▶ [Exercise details]:
In your copy, each line below is repeated exactly and no image appears.

▶ [Supplied material]:

# # #

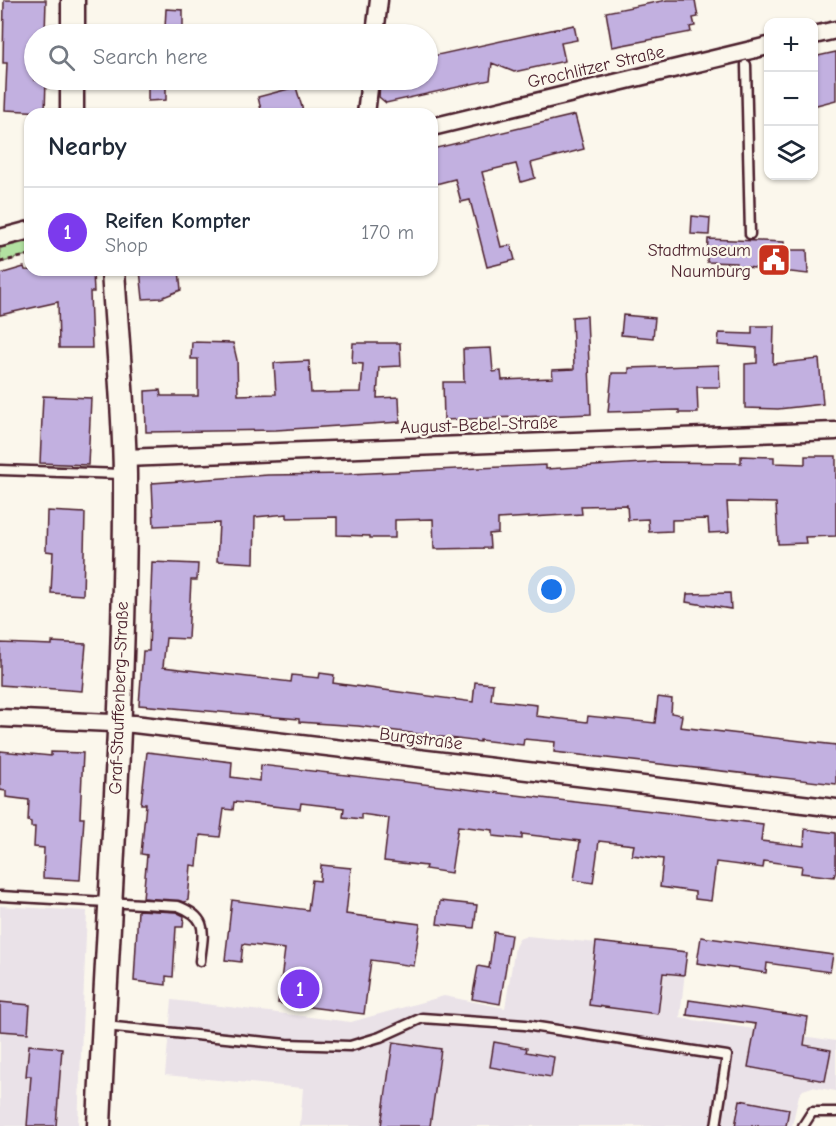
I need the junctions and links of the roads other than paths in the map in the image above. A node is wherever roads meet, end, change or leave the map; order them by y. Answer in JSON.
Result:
{"nodes":[{"id":1,"x":73,"y":0,"type":"edge"},
{"id":2,"x":379,"y":0,"type":"edge"},
{"id":3,"x":73,"y":24,"type":"edge"},
{"id":4,"x":376,"y":24,"type":"edge"},
{"id":5,"x":836,"y":30,"type":"edge"},
{"id":6,"x":818,"y":34,"type":"edge"},
{"id":7,"x":764,"y":47,"type":"edge"},
{"id":8,"x":746,"y":65,"type":"dead end"},
{"id":9,"x":72,"y":90,"type":"edge"},
{"id":10,"x":369,"y":90,"type":"edge"},
{"id":11,"x":72,"y":108,"type":"edge"},
{"id":12,"x":367,"y":108,"type":"edge"},
{"id":13,"x":438,"y":126,"type":"edge"},
{"id":14,"x":24,"y":232,"type":"edge"},
{"id":15,"x":750,"y":234,"type":"dead end"},
{"id":16,"x":0,"y":238,"type":"edge"},
{"id":17,"x":113,"y":276,"type":"edge"},
{"id":18,"x":836,"y":431,"type":"edge"},
{"id":19,"x":125,"y":466,"type":"junction"},
{"id":20,"x":0,"y":470,"type":"edge"},
{"id":21,"x":0,"y":718,"type":"edge"},
{"id":22,"x":119,"y":723,"type":"junction"},
{"id":23,"x":836,"y":808,"type":"edge"},
{"id":24,"x":0,"y":896,"type":"edge"},
{"id":25,"x":111,"y":903,"type":"junction"},
{"id":26,"x":200,"y":961,"type":"dead end"},
{"id":27,"x":103,"y":1025,"type":"junction"},
{"id":28,"x":836,"y":1112,"type":"edge"},
{"id":29,"x":99,"y":1126,"type":"edge"},
{"id":30,"x":716,"y":1126,"type":"edge"},
{"id":31,"x":803,"y":1126,"type":"edge"}],
"edges":[{"from":1,"to":3,"type":"main road"},
{"from":2,"to":4,"type":"street"},
{"from":5,"to":6,"type":"street"},
{"from":7,"to":13,"type":"street","name":"Grochlitzer Straße"},
{"from":8,"to":15,"type":"lane"},
{"from":9,"to":11,"type":"main road"},
{"from":10,"to":12,"type":"street"},
{"from":14,"to":16,"type":"street"},
{"from":17,"to":19,"type":"main road","name":"Graf-Stauffenberg-Straße"},
{"from":18,"to":19,"type":"street","name":"August-Bebel-Straße"},
{"from":19,"to":20,"type":"lane"},
{"from":19,"to":22,"type":"main road","name":"Graf-Stauffenberg-Straße"},
{"from":21,"to":22,"type":"street","name":"Burgstraße"},
{"from":22,"to":23,"type":"street","name":"Burgstraße"},
{"from":22,"to":25,"type":"main road","name":"Graf-Stauffenberg-Straße"},
{"from":24,"to":25,"type":"lane"},
{"from":25,"to":26,"type":"lane"},
{"from":25,"to":27,"type":"main road","name":"Graf-Stauffenberg-Straße"},
{"from":27,"to":29,"type":"main road","name":"Graf-Stauffenberg-Straße"},
{"from":27,"to":30,"type":"lane"},
{"from":28,"to":31,"type":"lane"}]}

# # #

▶ [Result of the exercise]:
I need the junctions and links of the roads other than paths in the map in the image above. A node is wherever roads meet, end, change or leave the map; order them by y. Answer in JSON.
Result:
{"nodes":[{"id":1,"x":73,"y":0,"type":"edge"},
{"id":2,"x":379,"y":0,"type":"edge"},
{"id":3,"x":73,"y":24,"type":"edge"},
{"id":4,"x":376,"y":24,"type":"edge"},
{"id":5,"x":836,"y":30,"type":"edge"},
{"id":6,"x":818,"y":34,"type":"edge"},
{"id":7,"x":764,"y":47,"type":"edge"},
{"id":8,"x":746,"y":65,"type":"dead end"},
{"id":9,"x":72,"y":90,"type":"edge"},
{"id":10,"x":369,"y":90,"type":"edge"},
{"id":11,"x":72,"y":108,"type":"edge"},
{"id":12,"x":367,"y":108,"type":"edge"},
{"id":13,"x":438,"y":126,"type":"edge"},
{"id":14,"x":24,"y":232,"type":"edge"},
{"id":15,"x":750,"y":234,"type":"dead end"},
{"id":16,"x":0,"y":238,"type":"edge"},
{"id":17,"x":113,"y":276,"type":"edge"},
{"id":18,"x":836,"y":431,"type":"edge"},
{"id":19,"x":125,"y":466,"type":"junction"},
{"id":20,"x":0,"y":470,"type":"edge"},
{"id":21,"x":0,"y":718,"type":"edge"},
{"id":22,"x":119,"y":723,"type":"junction"},
{"id":23,"x":836,"y":808,"type":"edge"},
{"id":24,"x":0,"y":896,"type":"edge"},
{"id":25,"x":111,"y":903,"type":"junction"},
{"id":26,"x":200,"y":961,"type":"dead end"},
{"id":27,"x":103,"y":1025,"type":"junction"},
{"id":28,"x":836,"y":1112,"type":"edge"},
{"id":29,"x":99,"y":1126,"type":"edge"},
{"id":30,"x":716,"y":1126,"type":"edge"},
{"id":31,"x":803,"y":1126,"type":"edge"}],
"edges":[{"from":1,"to":3,"type":"main road"},
{"from":2,"to":4,"type":"street"},
{"from":5,"to":6,"type":"street"},
{"from":7,"to":13,"type":"street","name":"Grochlitzer Straße"},
{"from":8,"to":15,"type":"lane"},
{"from":9,"to":11,"type":"main road"},
{"from":10,"to":12,"type":"street"},
{"from":14,"to":16,"type":"street"},
{"from":17,"to":19,"type":"main road","name":"Graf-Stauffenberg-Straße"},
{"from":18,"to":19,"type":"street","name":"August-Bebel-Straße"},
{"from":19,"to":20,"type":"lane"},
{"from":19,"to":22,"type":"main road","name":"Graf-Stauffenberg-Straße"},
{"from":21,"to":22,"type":"street","name":"Burgstraße"},
{"from":22,"to":23,"type":"street","name":"Burgstraße"},
{"from":22,"to":25,"type":"main road","name":"Graf-Stauffenberg-Straße"},
{"from":24,"to":25,"type":"lane"},
{"from":25,"to":26,"type":"lane"},
{"from":25,"to":27,"type":"main road","name":"Graf-Stauffenberg-Straße"},
{"from":27,"to":29,"type":"main road","name":"Graf-Stauffenberg-Straße"},
{"from":27,"to":30,"type":"lane"},
{"from":28,"to":31,"type":"lane"}]}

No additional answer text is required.